UMString Class Constructor for STL-String passed at creation.

~UMString ()

Destructor for UMString Class.

UINT GetLengthUC () const

Indexed array access to the stored Unicode-string Reads out the number of characters in the stored Unicode string.

UINT GetLengthMB () const

Reads out the number of characters in the stored Multibyte string.

wchar_t * PushString (const wchar_t *tmp_uc_string)

Loads a Unicode string into the UMString object.

char * PushString (const char *tmp_mb_string)

Loads a Multibyte string into the UMString object.

wchar_t * GetStringUC () const

Returns the Unicode string to the calling function.

char * GetStringMB () const

Returns the Multibyte string to the calling function.

void Clear ()

Clears all stored string data in the object.

bool ReplaceSubstring (const UINT First, const UINT Last, const UMString NewString)

Replaces the substring beginning at character "First" up to character "Last".

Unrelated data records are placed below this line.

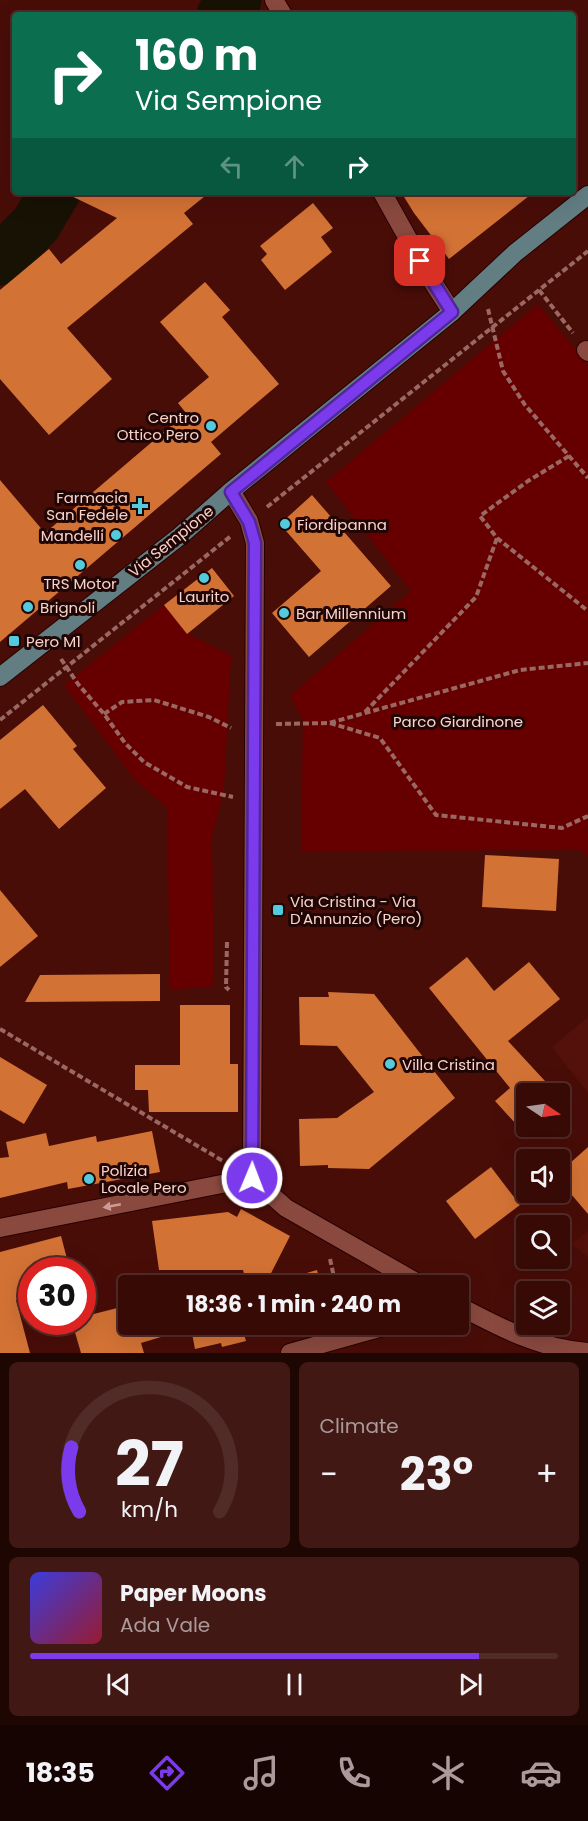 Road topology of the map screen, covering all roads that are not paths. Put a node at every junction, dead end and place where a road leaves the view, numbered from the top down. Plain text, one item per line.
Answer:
1 (384, 195) edge
2 (588, 195) edge
3 (452, 312) junction
4 (231, 492) junction
5 (0, 677) edge
6 (252, 1178) junction
7 (0, 1228) edge
8 (404, 1275) edge
9 (469, 1312) edge
10 (354, 1335) edge
11 (532, 1347) edge
12 (588, 1352) edge
13 (290, 1353) edge

1 - 3 street
2 - 3 main road, Via Sempione
3 - 4 main road, Via Sempione
4 - 5 main road, Via Sempione
4 - 6 street
6 -> 7 street
6 - 8 street
9 - 11 street
10 - 13 street
11 - 12 street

bool SI_Set (const UINT x)

Sets the "sliding index" by passing an absolute position.

UINT SI_Get () const

Gets the "sliding index"-position (0-based).

UINT SI_Forward ()

Sets the sliding index to next character.

UINT SI_Backward ()

Sets the sliding index to previous character.

bool SI_NextHira ()

Sets the "sliding index" to the next hiragana-character in the string after the current "sliding index"-position.

bool SI_NextKata ()

Sets the "sliding index" to the next katakana-character in the string after the current "sliding index"-position.

bool SI_NextKanji ()

Sets the "sliding index" to the next kanji-character in the string after the current "sliding index"-position.

bool SI_NextDifferent ()

Sets the "sliding index" to the next character, which is of different CHARTYPE compared to the current.

bool SI_PrevHira ()

Sets the "sliding index" to the previous hiragana-character in the string before the current "sliding index"-position.

bool SI_PrevKata ()

Sets the "sliding index" to the previous katakana-character in the string before the current "sliding index"-position.

bool SI_PrevKanji ()

Sets the "sliding index" to the previous kanji-character in the string before the current "sliding index"-position.

bool SI_PrevDifferent ()

Sets the "sliding index" to the next left character, which is of different CHARTYPE compared to the current.

bool SI_TokenStart ()

Sets the sliding index pointer to the beginning of the current token.

bool SI_TokenEnd ()

Sets the sliding index pointer to the end of the current token.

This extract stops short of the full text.